Kinetics of Oxidation of Divalent Iron to Trivalent State in Liquid FeO-CaO-SiO2 Slags

This work was devoted to the kinetics studies of the oxidation of divalent iron in liquid FeO-CaO-SiO2 slags to the trivalent state. The experiments were carried out using a thermogravimetric technique (TGA) in the temperature range of 1623 K to 1773 K (1350 A degrees C to 1500 A degrees C) in an oxidizing atmosphere. The reaction products after oxidation were analyzed by X-ray diffraction and optical and scanning electron microscopy. The results obtained show that during the first 10 to 15 minutes of oxidation, 70 to 90 pct of the Fe2+ in the slag was oxidized.
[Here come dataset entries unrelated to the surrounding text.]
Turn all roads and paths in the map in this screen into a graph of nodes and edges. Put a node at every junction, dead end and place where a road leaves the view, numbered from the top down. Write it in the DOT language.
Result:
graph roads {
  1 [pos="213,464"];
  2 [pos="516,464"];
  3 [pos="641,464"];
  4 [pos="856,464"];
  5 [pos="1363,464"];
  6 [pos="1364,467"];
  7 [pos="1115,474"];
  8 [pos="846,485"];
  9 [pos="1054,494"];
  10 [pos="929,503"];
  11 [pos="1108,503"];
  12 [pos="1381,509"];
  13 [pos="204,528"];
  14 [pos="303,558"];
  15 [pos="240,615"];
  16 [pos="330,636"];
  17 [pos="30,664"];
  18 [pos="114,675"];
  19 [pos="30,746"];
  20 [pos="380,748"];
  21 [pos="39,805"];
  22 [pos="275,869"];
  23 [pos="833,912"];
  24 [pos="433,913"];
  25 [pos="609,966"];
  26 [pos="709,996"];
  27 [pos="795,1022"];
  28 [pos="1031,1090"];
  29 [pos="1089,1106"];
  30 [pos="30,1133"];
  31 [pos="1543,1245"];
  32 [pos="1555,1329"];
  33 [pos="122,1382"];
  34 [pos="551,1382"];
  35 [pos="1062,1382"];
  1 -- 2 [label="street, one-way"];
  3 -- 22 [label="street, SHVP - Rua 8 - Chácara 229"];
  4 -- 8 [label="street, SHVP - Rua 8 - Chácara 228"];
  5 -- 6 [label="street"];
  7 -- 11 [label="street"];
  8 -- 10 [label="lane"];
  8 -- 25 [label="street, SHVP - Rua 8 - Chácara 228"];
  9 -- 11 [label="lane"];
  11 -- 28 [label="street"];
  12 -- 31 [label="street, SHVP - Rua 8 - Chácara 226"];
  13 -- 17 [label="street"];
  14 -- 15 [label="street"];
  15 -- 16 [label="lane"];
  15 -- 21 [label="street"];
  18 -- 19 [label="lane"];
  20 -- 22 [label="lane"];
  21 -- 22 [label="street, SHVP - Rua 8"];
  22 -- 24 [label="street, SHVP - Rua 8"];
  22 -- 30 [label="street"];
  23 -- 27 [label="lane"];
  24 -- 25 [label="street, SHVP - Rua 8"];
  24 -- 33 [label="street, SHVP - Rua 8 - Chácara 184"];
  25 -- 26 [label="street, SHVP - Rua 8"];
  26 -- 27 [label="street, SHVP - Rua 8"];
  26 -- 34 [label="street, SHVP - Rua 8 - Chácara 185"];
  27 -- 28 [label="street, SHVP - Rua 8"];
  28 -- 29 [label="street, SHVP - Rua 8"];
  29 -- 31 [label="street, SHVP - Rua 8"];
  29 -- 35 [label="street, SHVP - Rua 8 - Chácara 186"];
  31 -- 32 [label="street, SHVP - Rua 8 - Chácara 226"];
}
Kinetic analysis of the TGA results indicates that the oxidation process may consist of three distinct steps, viz an initial incubation period, followed by a chemical-reaction-controlled stage, and later, a diffusion-control stage. Appropriate mathematical relationships were set up for the first two consecutive steps. After combining these equations suitably as the mechanism of oxidation shifts from one form to another, the experimental results for the first two parts could be reproduced. A linear correlation was found between the thermodynamic activity of FeO in the slag and the degree of oxidation.